March 14, 2020: A couple walks past the closed State Theatre in Portland. Brianna Soukup/Staff Photographer Buy this Photo

For weeks the threat had been approaching, a violent storm looming on the horizon, one that had led Chinese authorities to seal off a swath of their country and overwhelmed northern Italy’s hospitals and morgues and forced the army to deploy to process the dead. In Boston, store shelves were being picked clean of cleaning supplies, frozen foods, bottled water and even masks, despite public health experts advising – wrongly – that people who weren’t sick needn’t wear them.

Then, on Thursday, March 12, just days after the state lab obtained the ability to test for the virus, came confirmation that COVID-19 was here. An Army reservist returning from northern Italy who had arrived at Central Maine Medical Center with symptoms of the disease tested positive. Schools across southern Maine canceled the next day’s classes. Within days the disease had been detected in a worker at a Portland homeless shelter, residents of a Falmouth nursing home and a middle school student in Cape Elizabeth – confirmation it was potentially everywhere.

Life had ceased to be normal, and Mainers tried to wrap their heads around the idea that we might be locked down for weeks.

A year later Mainers are still limping through what we hope may be the final stages of pandemic life.

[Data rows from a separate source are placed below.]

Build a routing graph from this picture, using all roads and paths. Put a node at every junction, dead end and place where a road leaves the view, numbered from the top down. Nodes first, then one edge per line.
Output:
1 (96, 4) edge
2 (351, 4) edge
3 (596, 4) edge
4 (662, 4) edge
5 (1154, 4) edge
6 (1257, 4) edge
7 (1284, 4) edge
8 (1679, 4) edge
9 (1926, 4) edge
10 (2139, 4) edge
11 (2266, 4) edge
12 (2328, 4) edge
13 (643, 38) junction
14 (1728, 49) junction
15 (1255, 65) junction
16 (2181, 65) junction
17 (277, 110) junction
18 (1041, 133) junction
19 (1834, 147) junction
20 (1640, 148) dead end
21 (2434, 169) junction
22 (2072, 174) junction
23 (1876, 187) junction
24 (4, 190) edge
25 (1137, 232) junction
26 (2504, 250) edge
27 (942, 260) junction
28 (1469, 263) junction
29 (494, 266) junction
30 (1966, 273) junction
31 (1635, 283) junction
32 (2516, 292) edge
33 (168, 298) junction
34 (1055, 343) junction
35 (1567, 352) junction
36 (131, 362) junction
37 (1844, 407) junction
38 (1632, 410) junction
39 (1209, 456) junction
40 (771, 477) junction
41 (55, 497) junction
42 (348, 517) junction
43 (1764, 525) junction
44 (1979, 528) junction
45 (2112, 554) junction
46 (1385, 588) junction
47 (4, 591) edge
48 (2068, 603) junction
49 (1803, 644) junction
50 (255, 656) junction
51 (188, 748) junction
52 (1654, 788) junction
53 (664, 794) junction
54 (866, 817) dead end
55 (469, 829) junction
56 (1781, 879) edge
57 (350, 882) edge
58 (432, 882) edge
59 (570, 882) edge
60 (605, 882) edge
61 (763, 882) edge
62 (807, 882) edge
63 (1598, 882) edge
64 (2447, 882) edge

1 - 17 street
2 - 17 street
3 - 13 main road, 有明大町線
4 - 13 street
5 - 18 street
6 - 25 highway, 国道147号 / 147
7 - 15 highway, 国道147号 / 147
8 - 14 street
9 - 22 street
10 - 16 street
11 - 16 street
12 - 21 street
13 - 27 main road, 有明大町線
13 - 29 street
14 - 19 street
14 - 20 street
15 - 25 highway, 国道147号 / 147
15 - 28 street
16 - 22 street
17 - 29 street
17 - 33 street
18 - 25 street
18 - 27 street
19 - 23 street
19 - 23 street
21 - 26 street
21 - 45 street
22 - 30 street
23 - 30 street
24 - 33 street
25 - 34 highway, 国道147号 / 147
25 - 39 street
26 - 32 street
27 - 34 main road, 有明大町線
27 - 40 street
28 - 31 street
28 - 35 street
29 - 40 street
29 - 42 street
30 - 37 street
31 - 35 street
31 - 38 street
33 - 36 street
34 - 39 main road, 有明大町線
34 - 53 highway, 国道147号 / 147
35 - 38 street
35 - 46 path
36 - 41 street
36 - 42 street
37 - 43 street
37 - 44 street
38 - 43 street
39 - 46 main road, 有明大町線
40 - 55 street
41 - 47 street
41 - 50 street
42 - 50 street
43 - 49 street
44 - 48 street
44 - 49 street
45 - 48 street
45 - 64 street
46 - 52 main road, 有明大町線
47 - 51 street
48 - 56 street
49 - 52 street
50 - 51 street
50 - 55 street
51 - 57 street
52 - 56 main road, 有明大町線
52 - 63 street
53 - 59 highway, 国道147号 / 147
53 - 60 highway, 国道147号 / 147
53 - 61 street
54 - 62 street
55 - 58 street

Four-fifths of us remain entirely unvaccinated. More than a thousand of us are still coming down with COVID-19 each week. On any given day more Mainers struggle with the disease in our hospitals’ intensive care units than at almost any time during last spring’s surge. Our kids wear masks in class, if they can go to school at all. Our loved ones in nursing homes have been all but sealed off from the outside world for longer than their younger grandchildren can remember.

It’s clear we dodged the worst. More than 700 of our fellow Mainers are dead, but our per capita death rate is one of the lowest in the United States, despite having the oldest population. On Thursday, The New York Times tracker ranked us as the 35th worst state in disease prevalence, but we spent much of the pandemic at 48th or 49th, vying with Vermont and Hawaii to be the safest corner of the country. At the pandemic’s worst moments in late December and early January, our hospitals avoided being overwhelmed, and plans to open field hospitals at arenas in Portland and Bangor never had to be activated.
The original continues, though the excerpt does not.